=== Task statement ===
Search the data for the word "улица". Reproduce every line where it is found.

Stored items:
═══

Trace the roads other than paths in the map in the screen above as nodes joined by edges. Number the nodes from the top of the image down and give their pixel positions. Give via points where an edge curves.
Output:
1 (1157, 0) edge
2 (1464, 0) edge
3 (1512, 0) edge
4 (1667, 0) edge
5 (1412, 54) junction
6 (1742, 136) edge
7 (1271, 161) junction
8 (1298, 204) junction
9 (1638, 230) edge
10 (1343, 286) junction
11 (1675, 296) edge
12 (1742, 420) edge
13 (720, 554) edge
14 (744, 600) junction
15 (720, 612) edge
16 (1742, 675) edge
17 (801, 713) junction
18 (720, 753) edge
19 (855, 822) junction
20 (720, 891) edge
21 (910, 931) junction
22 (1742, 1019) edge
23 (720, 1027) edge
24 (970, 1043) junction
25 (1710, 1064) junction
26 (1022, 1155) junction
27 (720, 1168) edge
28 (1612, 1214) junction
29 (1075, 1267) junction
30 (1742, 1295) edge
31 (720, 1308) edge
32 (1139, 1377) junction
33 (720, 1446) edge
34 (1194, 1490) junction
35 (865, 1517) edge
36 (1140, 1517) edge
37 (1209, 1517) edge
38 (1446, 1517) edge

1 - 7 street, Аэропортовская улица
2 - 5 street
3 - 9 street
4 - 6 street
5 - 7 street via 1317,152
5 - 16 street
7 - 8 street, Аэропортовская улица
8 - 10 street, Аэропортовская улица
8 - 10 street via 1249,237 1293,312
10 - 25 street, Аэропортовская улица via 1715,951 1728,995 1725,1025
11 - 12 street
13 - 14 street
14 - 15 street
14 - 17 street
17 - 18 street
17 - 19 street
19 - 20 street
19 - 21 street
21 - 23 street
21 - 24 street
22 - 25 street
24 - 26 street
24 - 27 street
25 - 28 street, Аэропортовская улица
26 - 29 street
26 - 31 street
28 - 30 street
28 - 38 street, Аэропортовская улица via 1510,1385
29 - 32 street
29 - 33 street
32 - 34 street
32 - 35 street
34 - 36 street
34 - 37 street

═══

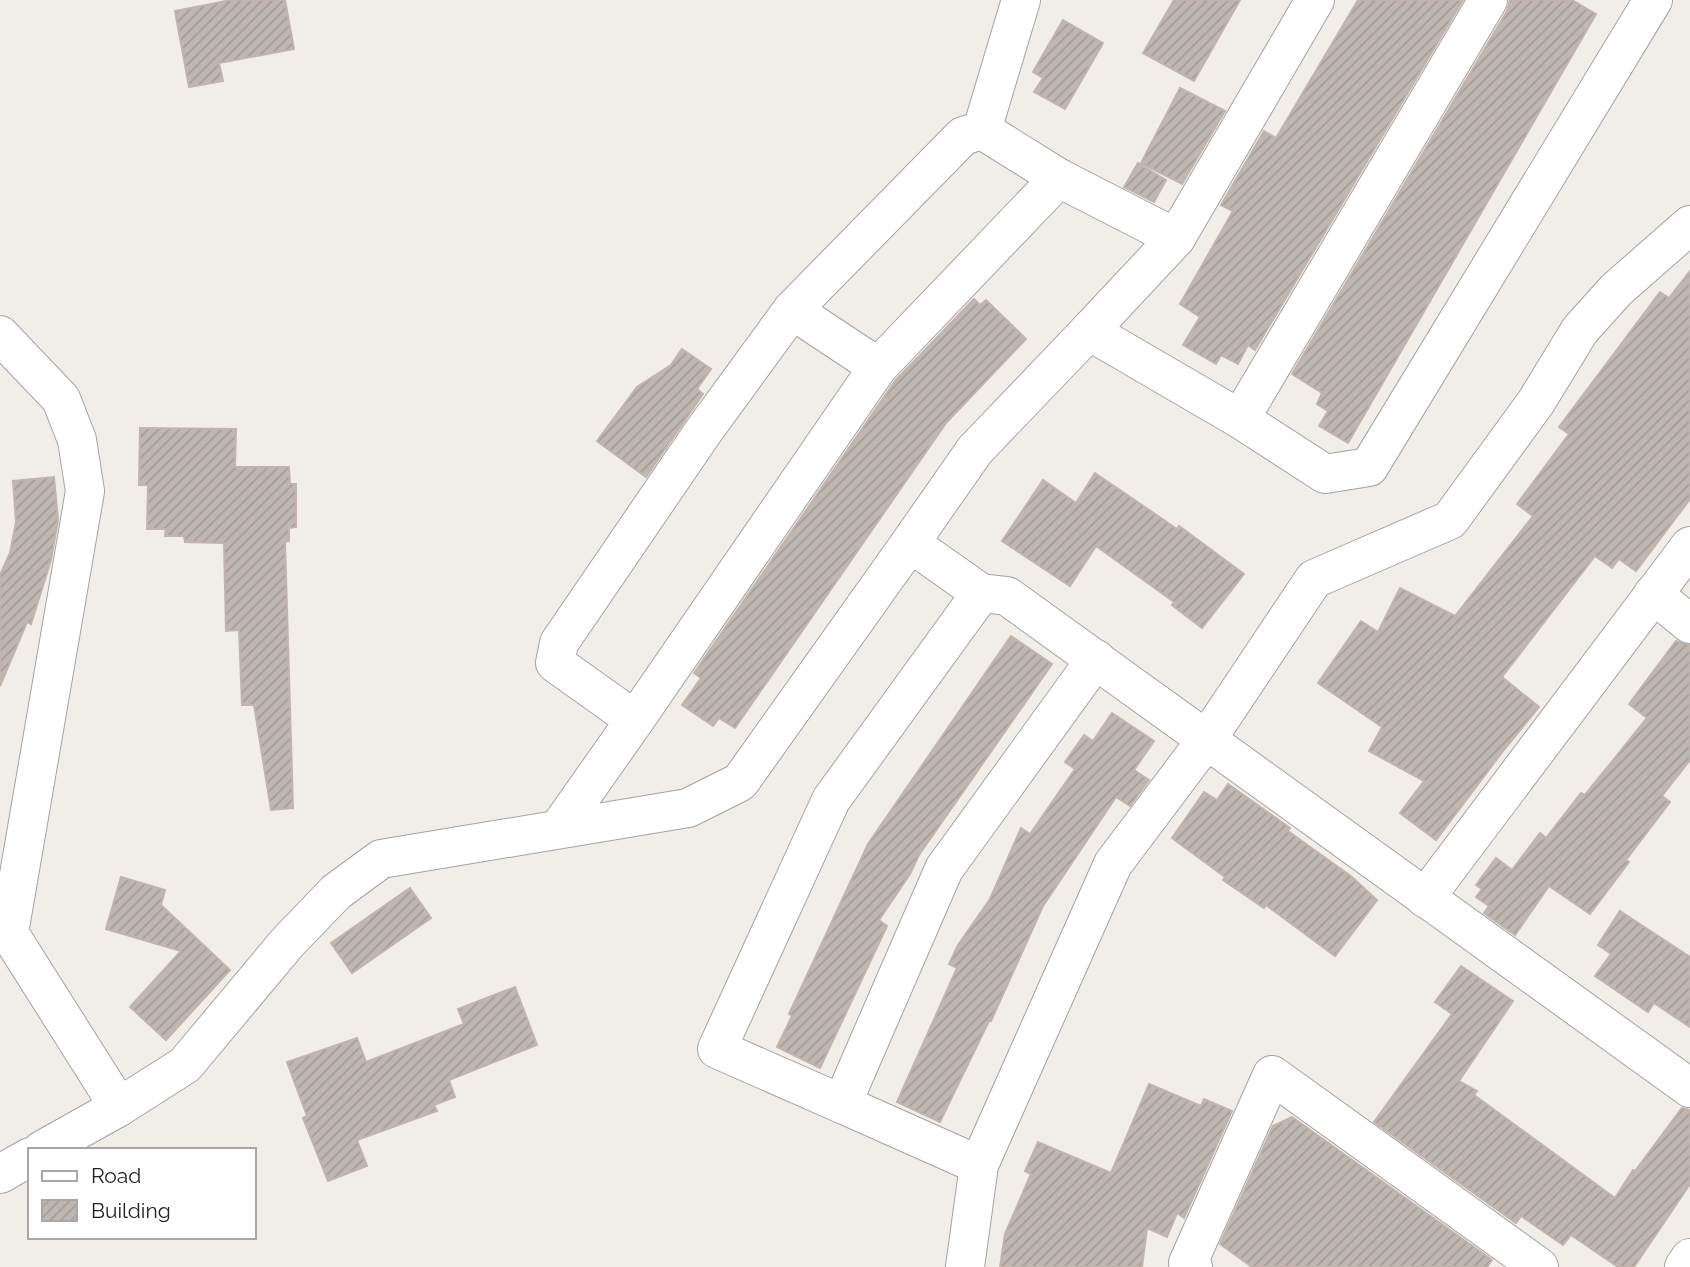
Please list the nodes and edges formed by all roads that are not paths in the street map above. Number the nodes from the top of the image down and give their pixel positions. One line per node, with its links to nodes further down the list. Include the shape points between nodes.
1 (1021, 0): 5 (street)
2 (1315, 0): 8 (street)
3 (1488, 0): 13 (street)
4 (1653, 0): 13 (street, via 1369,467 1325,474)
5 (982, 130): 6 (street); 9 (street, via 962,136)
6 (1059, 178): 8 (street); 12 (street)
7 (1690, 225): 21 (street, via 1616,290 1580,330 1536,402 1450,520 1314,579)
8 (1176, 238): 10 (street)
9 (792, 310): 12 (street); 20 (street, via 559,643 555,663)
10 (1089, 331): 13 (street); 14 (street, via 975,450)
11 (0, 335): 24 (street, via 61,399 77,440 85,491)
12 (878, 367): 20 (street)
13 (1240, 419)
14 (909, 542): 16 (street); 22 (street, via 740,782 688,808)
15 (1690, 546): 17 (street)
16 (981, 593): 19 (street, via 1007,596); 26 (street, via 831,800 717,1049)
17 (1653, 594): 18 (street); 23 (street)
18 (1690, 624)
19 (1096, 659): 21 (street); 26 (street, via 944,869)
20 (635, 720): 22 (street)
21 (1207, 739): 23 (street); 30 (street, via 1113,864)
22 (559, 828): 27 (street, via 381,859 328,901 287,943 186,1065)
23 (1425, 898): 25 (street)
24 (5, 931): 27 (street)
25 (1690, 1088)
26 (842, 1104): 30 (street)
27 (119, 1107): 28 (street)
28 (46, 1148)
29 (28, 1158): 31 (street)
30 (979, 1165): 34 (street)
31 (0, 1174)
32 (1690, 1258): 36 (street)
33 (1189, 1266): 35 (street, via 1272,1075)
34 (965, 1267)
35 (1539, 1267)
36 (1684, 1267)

═══

=== Response below ===
1 - 7 street, Аэропортовская улица
7 - 8 street, Аэропортовская улица
8 - 10 street, Аэропортовская улица
10 - 25 street, Аэропортовская улица via 1715,951 1728,995 1725,1025
25 - 28 street, Аэропортовская улица
28 - 38 street, Аэропортовская улица via 1510,1385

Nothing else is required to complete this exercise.